In the present paper, the annual spawning migration of adults is introduced into a model, describing the Salmo trutta population dynamics in a hierarchically organized river network (four levels and 15 interconnected patches) model based on previous work. The model describes simultaneously demographic and migration processes taking place at different time scales: migrations of individuals between patches at a fast time scale (e.g. the week or the month), the annual spawning migration of adults and the demography at the slow time scale of the year. The S. trutta population is sub-divided into three age-classes (young of the year, juveniles, and adults). We used a Leslie-type model, coupled with a migration matrix associated with the annual spawning process, and a second migration matrix associated with fast movements of individuals between patches throughout the year.
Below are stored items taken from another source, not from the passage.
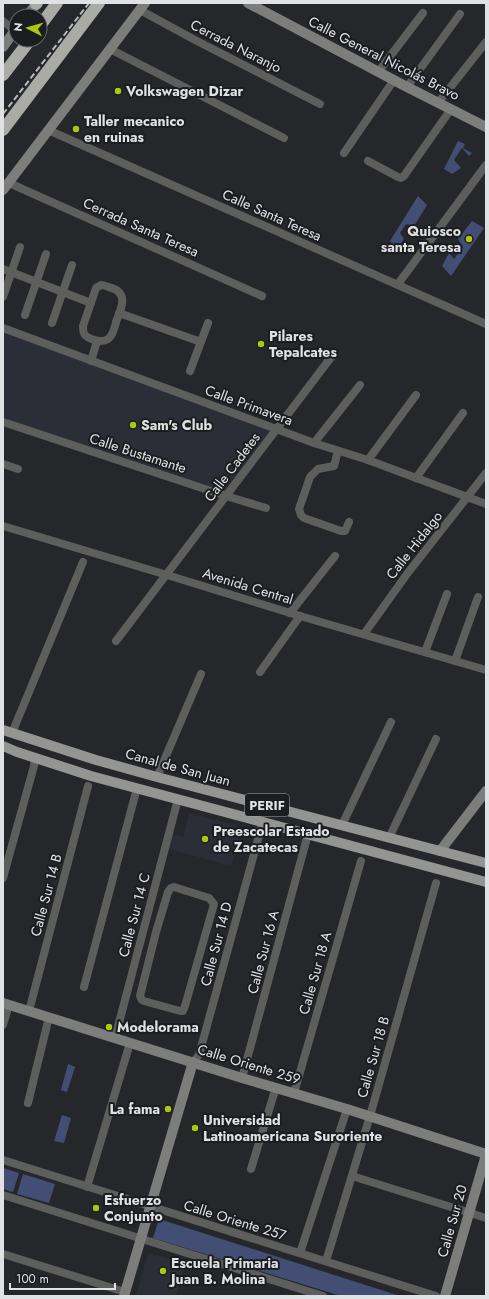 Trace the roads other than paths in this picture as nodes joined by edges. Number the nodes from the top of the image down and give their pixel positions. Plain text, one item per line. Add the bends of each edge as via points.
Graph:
1 (58, 3) edge
2 (99, 3) edge
3 (248, 3) edge
4 (143, 6) edge
5 (423, 13) dead end
6 (460, 14) dead end
7 (48, 16) edge
8 (486, 42) edge
9 (24, 48) edge
10 (110, 49) junction
11 (379, 71) junction
12 (3, 75) edge
13 (394, 80) junction
14 (407, 87) junction
15 (438, 103) junction
16 (320, 104) dead end
17 (451, 109) junction
18 (486, 127) edge
19 (3, 130) edge
20 (48, 130) junction
21 (284, 138) dead end
22 (344, 153) dead end
23 (368, 161) dead end
24 (486, 166) edge
25 (6, 187) edge
26 (20, 247) dead end
27 (46, 254) dead end
28 (72, 264) dead end
29 (7, 271) edge
30 (36, 281) junction
31 (398, 284) junction
32 (62, 292) junction
33 (262, 296) dead end
34 (3, 297) edge
35 (91, 303) junction
36 (119, 313) junction
37 (25, 315) dead end
38 (52, 323) dead end
39 (208, 323) dead end
40 (486, 324) edge
41 (3, 328) edge
42 (97, 341) junction
43 (201, 342) junction
44 (332, 356) dead end
45 (90, 361) junction
46 (190, 371) dead end
47 (360, 385) dead end
48 (416, 395) dead end
49 (463, 413) dead end
50 (3, 422) edge
51 (278, 429) junction
52 (314, 443) junction
53 (338, 451) junction
54 (368, 460) junction
55 (3, 464) edge
56 (18, 469) dead end
57 (486, 474) edge
58 (416, 478) junction
59 (226, 496) junction
60 (468, 497) junction
61 (486, 504) edge
62 (266, 508) dead end
63 (349, 522) dead end
64 (3, 526) edge
65 (335, 556) dead end
66 (83, 562) dead end
67 (167, 575) junction
68 (447, 594) dead end
69 (478, 597) dead end
70 (290, 613) junction
71 (300, 616) junction
72 (364, 634) junction
73 (116, 641) dead end
74 (425, 652) junction
75 (455, 661) junction
76 (486, 670) edge
77 (260, 672) dead end
78 (201, 674) dead end
79 (391, 722) dead end
80 (8, 731) edge
81 (436, 738) dead end
82 (3, 746) edge
83 (3, 751) edge
84 (17, 752) junction
85 (35, 757) junction
86 (157, 777) junction
87 (88, 786) dead end
88 (137, 788) junction
89 (486, 791) edge
90 (178, 799) junction
91 (342, 825) junction
92 (262, 826) junction
93 (308, 834) junction
94 (389, 838) junction
95 (440, 851) junction
96 (361, 861) dead end
97 (486, 863) edge
98 (3, 878) edge
99 (486, 882) edge
100 (436, 883) dead end
101 (144, 928) junction
102 (156, 932) junction
103 (84, 987) dead end
104 (6, 1004) edge
105 (29, 1011) junction
106 (49, 1017) junction
107 (3, 1025) edge
108 (115, 1038) junction
109 (130, 1043) junction
110 (193, 1062) junction
111 (242, 1078) junction
112 (276, 1087) junction
113 (294, 1093) junction
114 (28, 1103) dead end
115 (347, 1109) junction
116 (370, 1116) junction
117 (486, 1154) edge
118 (3, 1160) edge
119 (251, 1169) dead end
120 (352, 1176) junction
121 (87, 1187) junction
122 (3, 1195) edge
123 (150, 1207) junction
124 (469, 1213) junction
125 (486, 1218) edge
126 (141, 1239) junction
127 (300, 1253) junction
128 (3, 1254) edge
129 (326, 1261) junction
130 (409, 1292) edge
131 (125, 1294) edge
132 (323, 1296) edge
133 (436, 1296) edge
134 (445, 1296) edge

1 - 7 highway
2 - 19 highway
3 - 11 street, Calle General Nicolás Bravo
4 - 10 street
4 - 16 street, Cerrada Naranjo via 195,40
5 - 11 street
6 - 14 street
8 - 15 street
9 - 12 highway
10 - 20 street
10 - 21 street
11 - 13 street, Calle General Nicolás Bravo
13 - 14 street, Calle General Nicolás Bravo
13 - 22 street
14 - 15 street, Calle General Nicolás Bravo
15 - 17 street, Calle General Nicolás Bravo
17 - 18 street, Calle General Nicolás Bravo
17 - 23 street via 401,178
20 - 25 street
20 - 31 street, Calle Santa Teresa
24 - 31 street
25 - 33 street, Cerrada Santa Teresa
26 - 29 street
27 - 30 street
28 - 32 street
29 - 30 street
29 - 34 street
30 - 32 street
30 - 37 street
31 - 40 street, Calle Santa Teresa
32 - 35 street
32 - 38 street
35 - 36 street via 97,287 109,287 123,296
35 - 42 street via 83,331 86,336
36 - 42 street via 112,335 108,339
36 - 43 street
39 - 43 street
41 - 45 street, Calle Primavera
42 - 45 street
43 - 46 street
44 - 51 street, Calle Cadetes
45 - 51 street, Calle Primavera
47 - 52 street
48 - 54 street
49 - 58 street
50 - 59 street, Calle Bustamante
51 - 52 street, Calle Primavera
51 - 59 street, Calle Cadetes
52 - 53 street, Calle Primavera
53 - 54 street, Calle Primavera
53 - 63 street via 334,466 318,469 310,477 300,512 304,518 341,531 345,531
54 - 58 street, Calle Primavera
55 - 56 street
57 - 60 street, Calle Hidalgo
58 - 60 street, Calle Primavera
59 - 62 street, Calle Bustamante
59 - 67 street, Calle Cadetes
60 - 61 street, Calle Primavera
60 - 72 street, Calle Hidalgo via 407,574
64 - 67 street, Avenida Central
65 - 70 street
66 - 80 street
67 - 70 street, Avenida Central
67 - 73 street, Calle Cadetes
68 - 74 street
69 - 75 street
70 - 71 street, Avenida Central
71 - 72 street, Avenida Central
71 - 77 street
72 - 74 street, Avenida Central
74 - 75 street, Avenida Central
75 - 76 street, Avenida Central
78 - 86 street
79 - 91 street
80 - 86 main road, Canal de San Juan / PERIF
81 - 94 street
82 - 84 main road, PERIF
83 - 84 street
84 - 85 main road, PERIF
85 - 88 main road, PERIF
85 - 98 street
86 - 91 main road, Canal de San Juan / PERIF
87 - 105 street, Calle Sur 14 B
88 - 90 main road, PERIF
88 - 103 street
89 - 95 street
90 - 92 main road, PERIF
90 - 101 street, Calle Sur 14 C
91 - 94 main road, Canal de San Juan / PERIF
92 - 93 main road, PERIF
92 - 110 street, Calle Sur 14 D via 199,1056
93 - 99 main road, PERIF
93 - 111 street, Calle Sur 16 A
94 - 95 main road, Canal de San Juan / PERIF
95 - 97 main road, Canal de San Juan / PERIF
96 - 113 street, Calle Sur 18 A
100 - 116 street, Calle Sur 18 B
101 - 102 street
101 - 108 street, Calle Sur 14 C
102 - 102 street via 171,888 177,887 209,898 213,902 214,907 183,1010 178,1011 140,998
104 - 105 street, Calle Oriente 259
104 - 107 street
105 - 106 street, Calle Oriente 259
106 - 108 street, Calle Oriente 259
106 - 114 street
108 - 109 street, Calle Oriente 259
109 - 110 street, Calle Oriente 259
109 - 121 street
110 - 111 street, Calle Oriente 259
110 - 123 street
111 - 112 street, Calle Oriente 259
112 - 113 street, Calle Oriente 259
112 - 119 street
113 - 115 street, Calle Oriente 259
115 - 116 street, Calle Oriente 259
115 - 127 street
116 - 117 street, Calle Oriente 259
116 - 120 street, Calle Sur 18 B
117 - 124 street, Calle Sur 20
118 - 121 street, Calle Oriente 257
120 - 124 street
120 - 129 street, Calle Sur 18 B
121 - 123 street, Calle Oriente 257
122 - 126 street
123 - 126 street
123 - 127 street, Calle Oriente 257
124 - 125 street
124 - 134 street, Calle Sur 20
126 - 131 street
126 - 132 street
127 - 129 street, Calle Oriente 257
128 - 131 street
129 - 130 street, Calle Oriente 257
130 - 133 street, Calle Oriente 257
All demographic and migratory parameters are constant, leading to a linear model governing 45 state variables (15 patches×three age-classes). By taking advantage of the two time scales and using aggregation techniques for the case of discrete time models, the complete model was approximated by a reduced one, with only three global variables (one per age-class) evolving at the slow time scale. Demographic indices were calculated for the population, and a sensibility analysis was performed to detect which parameters influence the most model predictions. We also quantified how modifications of the river network structure, by channels (change in connections between patches) or dams (patch deletion), influence the global population dynamics. We checked that the strategy of annual spawning migrations is actually beneficial for the population (the asymptotic population growth rate is increased), and that dams may have a more detrimental effect on the whole population dynamics than channelling.